El tejido industrial se ve abocado a ser flexible para adaptarse a las exigencias económicas del mercado global, sin renunciar a ser competitivo en costes. En cambio, como explica la directora del máster de liderazgo femenino de la Escuela Superior de Comercio Internacional, Carme García, conservamos una organización del tiempo de trabajo rígida y desfasada basada en la estructura económcia taylorista (el sistema de organización industrial de comienzos del siglo XX).


SIETE MÁS QUE EN HOLANDA.

Los datos del Eurostat muestran que en España en el año 2010, con una jornada semanal efectiva de 38,2 horas, se trabajaba 1,3 horas más que en la media de la UE27. Trabajamos igual que en Portugal, casi 3 horas menos que en Grecia, pero 7,7 horas más que en Holanda, 5,2 horas más que en Noruega o 4 más si nos comparamos con Dinamarca. La realidad que no recogen las estadísticas es aún más cruda, ya que aunque oficialmente son 38 horas, se hacen más de 40. Como explica la Directora del Centro de Trabajo y Familia del Iese, Nuria Chinchilla, "los horarios oficiales son correctos, pero los reales a menudo son el reflejo de una dirección deficiente que atenta contra la salud de la empresa y del trabajador".

Viendo el tiempo que dedican unos países y otros a estar en el trabajo parece obvio que estar más horas no implica ser más productivo, más bien al contrario. España está a la cola de Europa en productividad, y Holanda o Dinamarca son los primeros de la clase. El Eurostat muestra que año tras año estamos descuidando la competitividad. Obviamente esta pérdida no se puede atribuir exclusivamente al modelo de organización del tiempo que tenemos, pero todos los expertos coinciden en que hay una relación muy significativa. "Cualquier persona a partir de las ocho horas de trabajo ya no rinde y si, además, acumula cansancio es evidente que hay una pérdida de concentración", dice Anna Fornés, Directora de la Fundació Factor Humà. El efecto perverso es que la rigidez de los horarios actual termina desmotivando a las personas y dando paso al fenómeno de vegetales en el trabajo: trabajadores sin más ambición que calentar la silla.
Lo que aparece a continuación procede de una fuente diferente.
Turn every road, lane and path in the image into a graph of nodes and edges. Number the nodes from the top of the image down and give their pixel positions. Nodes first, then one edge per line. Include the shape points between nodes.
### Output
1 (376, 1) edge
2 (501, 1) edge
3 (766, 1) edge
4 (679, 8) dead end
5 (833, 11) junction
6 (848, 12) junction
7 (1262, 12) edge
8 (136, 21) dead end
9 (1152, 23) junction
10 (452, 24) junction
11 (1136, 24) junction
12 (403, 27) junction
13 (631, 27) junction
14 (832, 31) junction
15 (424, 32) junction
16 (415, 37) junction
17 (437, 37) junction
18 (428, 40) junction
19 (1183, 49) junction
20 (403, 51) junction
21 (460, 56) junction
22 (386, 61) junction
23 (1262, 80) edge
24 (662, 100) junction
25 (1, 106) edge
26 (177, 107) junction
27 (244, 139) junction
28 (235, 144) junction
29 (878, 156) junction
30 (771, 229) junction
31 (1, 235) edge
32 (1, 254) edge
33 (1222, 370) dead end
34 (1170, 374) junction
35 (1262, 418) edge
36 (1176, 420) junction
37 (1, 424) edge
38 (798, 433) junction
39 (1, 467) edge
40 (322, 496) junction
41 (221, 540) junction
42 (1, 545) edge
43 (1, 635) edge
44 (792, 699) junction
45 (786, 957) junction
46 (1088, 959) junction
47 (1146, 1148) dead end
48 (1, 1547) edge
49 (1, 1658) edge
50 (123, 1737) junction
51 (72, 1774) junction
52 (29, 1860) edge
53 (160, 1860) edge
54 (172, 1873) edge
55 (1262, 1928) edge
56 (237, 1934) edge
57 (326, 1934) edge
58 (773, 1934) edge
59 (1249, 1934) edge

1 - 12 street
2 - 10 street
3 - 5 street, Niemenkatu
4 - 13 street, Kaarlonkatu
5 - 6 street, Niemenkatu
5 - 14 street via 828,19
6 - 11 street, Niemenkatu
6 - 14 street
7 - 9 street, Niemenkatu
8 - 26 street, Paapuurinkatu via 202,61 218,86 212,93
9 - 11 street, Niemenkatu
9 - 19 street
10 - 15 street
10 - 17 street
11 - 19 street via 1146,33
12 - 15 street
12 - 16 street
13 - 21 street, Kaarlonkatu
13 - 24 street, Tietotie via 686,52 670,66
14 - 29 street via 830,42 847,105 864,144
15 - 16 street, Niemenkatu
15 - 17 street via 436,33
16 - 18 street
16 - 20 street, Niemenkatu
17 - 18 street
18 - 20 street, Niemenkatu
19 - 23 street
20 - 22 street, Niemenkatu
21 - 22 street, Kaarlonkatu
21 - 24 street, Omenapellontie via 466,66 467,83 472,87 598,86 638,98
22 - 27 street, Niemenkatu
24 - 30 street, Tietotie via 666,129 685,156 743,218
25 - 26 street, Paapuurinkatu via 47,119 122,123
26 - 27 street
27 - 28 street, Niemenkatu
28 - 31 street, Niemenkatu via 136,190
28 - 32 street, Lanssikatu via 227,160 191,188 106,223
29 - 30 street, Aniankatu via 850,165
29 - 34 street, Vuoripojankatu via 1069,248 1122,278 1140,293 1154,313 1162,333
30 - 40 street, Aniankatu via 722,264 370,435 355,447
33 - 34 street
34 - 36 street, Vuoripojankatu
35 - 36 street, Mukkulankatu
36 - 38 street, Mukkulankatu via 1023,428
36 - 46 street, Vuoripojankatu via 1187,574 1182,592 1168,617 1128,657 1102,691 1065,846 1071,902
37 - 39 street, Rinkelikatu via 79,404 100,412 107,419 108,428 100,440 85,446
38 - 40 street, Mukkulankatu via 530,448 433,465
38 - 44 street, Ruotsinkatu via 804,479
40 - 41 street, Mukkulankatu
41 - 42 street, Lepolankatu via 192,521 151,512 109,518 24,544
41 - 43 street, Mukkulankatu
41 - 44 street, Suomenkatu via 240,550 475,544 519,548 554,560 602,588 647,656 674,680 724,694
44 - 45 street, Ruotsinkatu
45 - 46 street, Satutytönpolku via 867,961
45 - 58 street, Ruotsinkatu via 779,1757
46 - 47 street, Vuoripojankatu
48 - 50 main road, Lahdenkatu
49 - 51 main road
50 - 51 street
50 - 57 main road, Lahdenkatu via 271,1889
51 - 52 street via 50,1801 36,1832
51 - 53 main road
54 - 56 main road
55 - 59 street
Así las consecuencias de estos horarios irracionales van bajando en cascada desde cada lugar de trabajo y llegan a muchos otros ámbitos. La dificultad para compaginar tiempo de trabajo y tiempo personal acaba generando numerosos problemas de salud en la población activa, con todo el coste económico que esto representa. España se sitúa en los primeros lugares del pódium europeo en índice de siniestralidad laboral, y también lidera las tasas de absentismo laboral.

Según un barómetro de clima laboral que dirigió Nuria Chinchilla para conocer la relación con el trabajo, la principal preocupación de los empleados en todo el Estado es la falta de tiempo. Erróneamente esta preocupación se ha querido reducir a un problema exclusivamente femenino, pero va mucho más allá.


EXPULSADAS.

Un estudio de La Caixa publicado en noviembre alertaba de que las dificultades para compaginar vida personal y laboral hacen que un 23% de las mujeres acaben dejando el trabajo para cuidar a sus hijos menores de cinco años. La Cambra de Barcelona calculó en 2008 que dejar por el camino el talento femenino suponía una pérdida de 1.000 millones de euros, es decir, el 0,5% del PIB. La pérdida de competencias y conocimientos de las mujeres que salen del mercado de trabajo superaba los 12.000 millones de euros.

Lo cierto es que la organización del tiempo actual penaliza la vida laboral de la mujer (el 50% de la sociedad) y condiciona la tasa de natalidad, de la que España, y peor Catalunya, registra una de las más bajas de Europa.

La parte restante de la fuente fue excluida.